And anyway I couldnt trust my other half with a pan of boiling
water (the kitchens not his natural habitat) and I just know he
wouldnt cut the top off for me like Mum used to. And what about
him? Well, I know I'm not much fun at the moment but quite frankly
his nursing skills are definitely more than a little worrying.
I mean the amount of paracetamol he keeps trying to force - feed
me would knock out the entire Queens Regiment. Never having been
ill himself (that's sickening in itself!) he's not exactly familiar
with modern medicine. I keep trying to explain to him that you
have to leave a reasonable gap between doses and that 'mix and
match' applies more to make-up than medicines but I'm sure he
thinks I'm just being awkward. His philosophy appears to be to
drug the virus into submission so I daren't drink the tea he keeps
bringing me in case he's substituted the sugar for something more
deadly. Not more deadly than his jokes though. I know he means
well but telling me jokes 'to make me feel better' just isn't
working. (Actually, I wish he'd clear off to the pub and let me
die in peace).
Sarah visited
me. Sarah, with her long and descriptive stories of the time she
had flu. Although of course, hers was the Chinese variety accompanied
with mononucleosis and body spasms - and what didn't come out
of her nose wasn't worth mentioning! Except that she did mention
it. She kept mentioning it. Flu was quickly being overtaken by
extreme nausea.
Then Beth
dropped in with her offering of a bag of broken biscuits and Gillians
gift of an out-of-date Easter egg had be completely baffled.
And then came
Trudy. Now I thought I could really rely on her - I've known her
a lifetime. And she's known me a lifetime, so why on Gods earth
did she arrive armed with a six-pack of Marks & Spencer yoghurt,
a years supply of Lancashire Life and a bargain box of ten pairs
of tights? I hate yoghurt with a vengeance - absolutely hate it!

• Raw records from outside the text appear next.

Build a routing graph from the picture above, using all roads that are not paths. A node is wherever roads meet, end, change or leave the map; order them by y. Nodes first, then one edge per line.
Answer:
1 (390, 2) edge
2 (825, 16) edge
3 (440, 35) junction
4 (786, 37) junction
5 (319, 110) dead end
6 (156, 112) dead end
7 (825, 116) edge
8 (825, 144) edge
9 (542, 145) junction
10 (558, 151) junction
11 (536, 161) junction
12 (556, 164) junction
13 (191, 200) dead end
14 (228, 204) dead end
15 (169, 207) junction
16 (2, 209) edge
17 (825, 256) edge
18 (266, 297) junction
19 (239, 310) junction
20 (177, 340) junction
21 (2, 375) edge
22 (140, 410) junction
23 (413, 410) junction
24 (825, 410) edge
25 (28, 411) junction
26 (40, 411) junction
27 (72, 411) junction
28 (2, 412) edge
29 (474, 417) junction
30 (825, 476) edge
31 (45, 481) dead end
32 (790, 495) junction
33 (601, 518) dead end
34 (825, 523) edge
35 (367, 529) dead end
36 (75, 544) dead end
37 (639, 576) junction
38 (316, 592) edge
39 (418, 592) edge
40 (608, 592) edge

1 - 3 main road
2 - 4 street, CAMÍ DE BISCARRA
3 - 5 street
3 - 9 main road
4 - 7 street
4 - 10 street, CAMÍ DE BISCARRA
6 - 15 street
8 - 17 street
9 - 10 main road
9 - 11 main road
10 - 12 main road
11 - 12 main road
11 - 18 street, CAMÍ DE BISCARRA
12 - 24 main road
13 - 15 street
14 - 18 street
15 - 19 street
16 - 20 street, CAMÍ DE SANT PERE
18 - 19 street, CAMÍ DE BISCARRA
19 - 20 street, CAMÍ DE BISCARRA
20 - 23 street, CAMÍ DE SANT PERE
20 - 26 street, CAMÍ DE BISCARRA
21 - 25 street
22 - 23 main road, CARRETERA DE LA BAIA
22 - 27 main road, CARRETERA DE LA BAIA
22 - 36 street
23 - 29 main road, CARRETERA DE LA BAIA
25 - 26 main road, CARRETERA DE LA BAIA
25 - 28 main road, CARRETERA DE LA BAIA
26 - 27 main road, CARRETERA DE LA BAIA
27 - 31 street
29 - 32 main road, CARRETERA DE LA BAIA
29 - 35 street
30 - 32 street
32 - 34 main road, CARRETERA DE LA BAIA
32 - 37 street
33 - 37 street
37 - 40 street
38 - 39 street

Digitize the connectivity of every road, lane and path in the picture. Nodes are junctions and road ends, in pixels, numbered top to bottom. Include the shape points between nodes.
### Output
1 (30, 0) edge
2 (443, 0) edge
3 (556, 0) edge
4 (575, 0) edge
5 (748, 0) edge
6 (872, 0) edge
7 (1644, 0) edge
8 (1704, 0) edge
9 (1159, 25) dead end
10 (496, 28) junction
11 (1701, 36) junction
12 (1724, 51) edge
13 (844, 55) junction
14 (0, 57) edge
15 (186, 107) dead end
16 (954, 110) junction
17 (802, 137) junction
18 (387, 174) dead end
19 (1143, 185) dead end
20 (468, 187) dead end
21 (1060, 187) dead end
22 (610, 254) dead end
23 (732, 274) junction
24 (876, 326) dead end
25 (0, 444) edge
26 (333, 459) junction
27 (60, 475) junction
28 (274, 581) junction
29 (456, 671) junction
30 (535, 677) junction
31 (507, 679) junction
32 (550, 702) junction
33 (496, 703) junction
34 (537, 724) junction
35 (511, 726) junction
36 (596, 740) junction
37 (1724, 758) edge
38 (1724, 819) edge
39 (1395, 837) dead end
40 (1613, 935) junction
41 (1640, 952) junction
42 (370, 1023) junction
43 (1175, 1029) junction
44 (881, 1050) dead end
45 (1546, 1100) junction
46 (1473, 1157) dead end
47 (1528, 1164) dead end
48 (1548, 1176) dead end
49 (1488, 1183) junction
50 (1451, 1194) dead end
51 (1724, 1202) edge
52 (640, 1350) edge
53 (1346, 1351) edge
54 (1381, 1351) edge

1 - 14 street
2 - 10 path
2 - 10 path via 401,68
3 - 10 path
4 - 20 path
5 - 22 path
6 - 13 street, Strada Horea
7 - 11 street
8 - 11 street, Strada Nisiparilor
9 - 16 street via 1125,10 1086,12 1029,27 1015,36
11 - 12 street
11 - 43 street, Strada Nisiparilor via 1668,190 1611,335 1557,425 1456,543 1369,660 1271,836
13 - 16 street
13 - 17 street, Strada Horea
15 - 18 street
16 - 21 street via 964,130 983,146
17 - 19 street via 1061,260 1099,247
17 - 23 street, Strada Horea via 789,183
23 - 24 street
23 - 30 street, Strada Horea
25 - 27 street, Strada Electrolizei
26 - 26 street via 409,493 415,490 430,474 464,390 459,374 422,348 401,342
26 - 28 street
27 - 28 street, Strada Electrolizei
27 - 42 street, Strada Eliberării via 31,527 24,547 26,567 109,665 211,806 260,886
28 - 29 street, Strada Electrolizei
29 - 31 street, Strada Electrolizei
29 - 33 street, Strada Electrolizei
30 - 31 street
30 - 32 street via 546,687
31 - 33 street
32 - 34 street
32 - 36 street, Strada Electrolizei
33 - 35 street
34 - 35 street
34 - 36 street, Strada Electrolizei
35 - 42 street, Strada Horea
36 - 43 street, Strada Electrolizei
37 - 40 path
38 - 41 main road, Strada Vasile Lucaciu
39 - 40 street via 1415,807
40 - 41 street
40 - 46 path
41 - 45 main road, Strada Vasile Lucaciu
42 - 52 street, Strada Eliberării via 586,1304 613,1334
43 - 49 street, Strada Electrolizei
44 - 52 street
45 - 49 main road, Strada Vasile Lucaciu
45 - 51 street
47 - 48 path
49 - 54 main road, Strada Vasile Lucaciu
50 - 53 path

And if my eyes would stop watering I might be able to catch up
with who's who in Lancashire at the moment, but what the hell
was she thinking about with the tights? Should I put them on all
at once in an effort to stop the shivers? Pull a pair over my
head to avoid breathing germs on people who deserve them more
then I do? Perhaps his lordship asked her to get them in the hopes
that I'd cut off one leg and hang myself with it (save him buying
any more paracetamol!)
No, I've decided
that when you really need them, family and friends can definitely
be more of a hindrance than a help. In fact I realise now that
the only one I can really rely on in a crisis is my goldfish.
Good old Harry! Hasn't been fed in days, poor thing - does he
grumble? No. Did he bring me strange and unwanted gifts, then
expect quality conversation when my throat felt like sandpaper?
No. He did not try to end my life prematurely with paracetamol
poisoning and best of all - he kept his silly jokes to himself!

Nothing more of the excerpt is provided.